[Collected data]
....
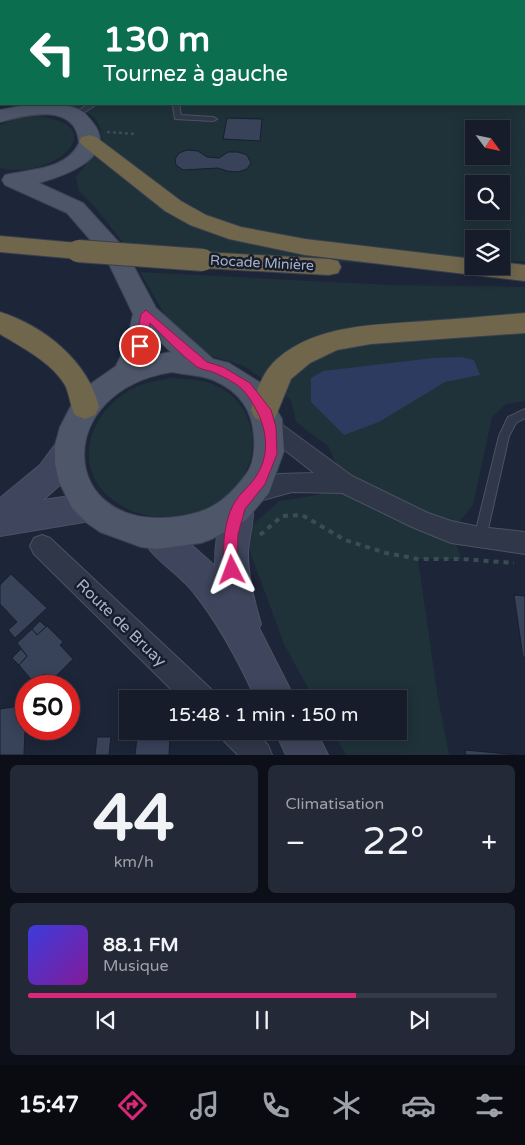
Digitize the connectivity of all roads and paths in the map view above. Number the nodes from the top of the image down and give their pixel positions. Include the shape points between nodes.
1 (92, 105) edge
2 (176, 105) edge
3 (0, 116) edge
4 (74, 116) junction
5 (212, 119) dead end
6 (136, 134) dead end
7 (89, 136) junction
8 (68, 166) junction
9 (8, 180) edge
10 (75, 208) junction
11 (0, 244) edge
12 (525, 274) edge
13 (146, 314) junction
14 (0, 322) edge
15 (525, 323) edge
16 (203, 365) junction
17 (126, 374) junction
18 (85, 407) junction
19 (525, 413) edge
20 (267, 419) junction
21 (68, 451) junction
22 (344, 483) junction
23 (246, 500) junction
24 (90, 507) junction
25 (0, 520) edge
26 (156, 534) junction
27 (480, 538) junction
28 (42, 546) dead end
29 (521, 553) edge
30 (230, 556) junction
31 (246, 638) junction
32 (191, 690) edge
33 (272, 690) edge
34 (243, 740) edge
35 (299, 740) edge
36 (258, 755) edge
37 (308, 755) edge

1 - 4 lane
2 - 5 lane via 178,117
3 - 4 main road via 40,108
4 - 7 main road via 85,124
6 - 7 path via 116,131
7 - 8 main road via 78,158
7 - 12 highway via 173,206 198,220 237,234 305,247
8 - 9 main road via 43,176
8 - 10 main road via 67,183
9 - 10 main road
10 - 13 main road via 116,254
11 - 12 highway, Rocade Minière, bridge via 377,270
13 - 16 main road
13 - 17 main road via 140,346
14 - 18 highway via 40,345 74,374 81,387
15 - 20 highway via 356,336 322,345 304,353 286,367 272,384
16 - 17 main road via 172,362
16 - 20 main road via 240,381 256,397
17 - 18 main road via 110,383
18 - 21 main road via 74,428
19 - 27 lane via 512,420 504,436
20 - 22 street
20 - 23 main road via 272,440 267,467
21 - 24 main road via 73,481
21 - 25 main road via 51,474
22 - 23 street via 279,484
22 - 27 street via 420,520 451,532
23 - 26 main road via 210,524 183,532
23 - 30 main road via 232,534
24 - 25 main road
24 - 26 main road via 108,521 131,530
26 - 31 main road via 206,581
27 - 29 street
28 - 32 street, Route de Bruay
29 - 30 path via 462,559 418,559 346,540 302,515 282,516 262,532 250,549
30 - 31 main road
31 - 33 main road
34 - 36 street
35 - 37 main road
....
## Activity
Would you write out every record word for word, leaving no picture in?

## Output for this task
Digitize the connectivity of all roads and paths in the map view above. Number the nodes from the top of the image down and give their pixel positions. Include the shape points between nodes.
1 (92, 105) edge
2 (176, 105) edge
3 (0, 116) edge
4 (74, 116) junction
5 (212, 119) dead end
6 (136, 134) dead end
7 (89, 136) junction
8 (68, 166) junction
9 (8, 180) edge
10 (75, 208) junction
11 (0, 244) edge
12 (525, 274) edge
13 (146, 314) junction
14 (0, 322) edge
15 (525, 323) edge
16 (203, 365) junction
17 (126, 374) junction
18 (85, 407) junction
19 (525, 413) edge
20 (267, 419) junction
21 (68, 451) junction
22 (344, 483) junction
23 (246, 500) junction
24 (90, 507) junction
25 (0, 520) edge
26 (156, 534) junction
27 (480, 538) junction
28 (42, 546) dead end
29 (521, 553) edge
30 (230, 556) junction
31 (246, 638) junction
32 (191, 690) edge
33 (272, 690) edge
34 (243, 740) edge
35 (299, 740) edge
36 (258, 755) edge
37 (308, 755) edge

1 - 4 lane
2 - 5 lane via 178,117
3 - 4 main road via 40,108
4 - 7 main road via 85,124
6 - 7 path via 116,131
7 - 8 main road via 78,158
7 - 12 highway via 173,206 198,220 237,234 305,247
8 - 9 main road via 43,176
8 - 10 main road via 67,183
9 - 10 main road
10 - 13 main road via 116,254
11 - 12 highway, Rocade Minière, bridge via 377,270
13 - 16 main road
13 - 17 main road via 140,346
14 - 18 highway via 40,345 74,374 81,387
15 - 20 highway via 356,336 322,345 304,353 286,367 272,384
16 - 17 main road via 172,362
16 - 20 main road via 240,381 256,397
17 - 18 main road via 110,383
18 - 21 main road via 74,428
19 - 27 lane via 512,420 504,436
20 - 22 street
20 - 23 main road via 272,440 267,467
21 - 24 main road via 73,481
21 - 25 main road via 51,474
22 - 23 street via 279,484
22 - 27 street via 420,520 451,532
23 - 26 main road via 210,524 183,532
23 - 30 main road via 232,534
24 - 25 main road
24 - 26 main road via 108,521 131,530
26 - 31 main road via 206,581
27 - 29 street
28 - 32 street, Route de Bruay
29 - 30 path via 462,559 418,559 346,540 302,515 282,516 262,532 250,549
30 - 31 main road
31 - 33 main road
34 - 36 street
35 - 37 main road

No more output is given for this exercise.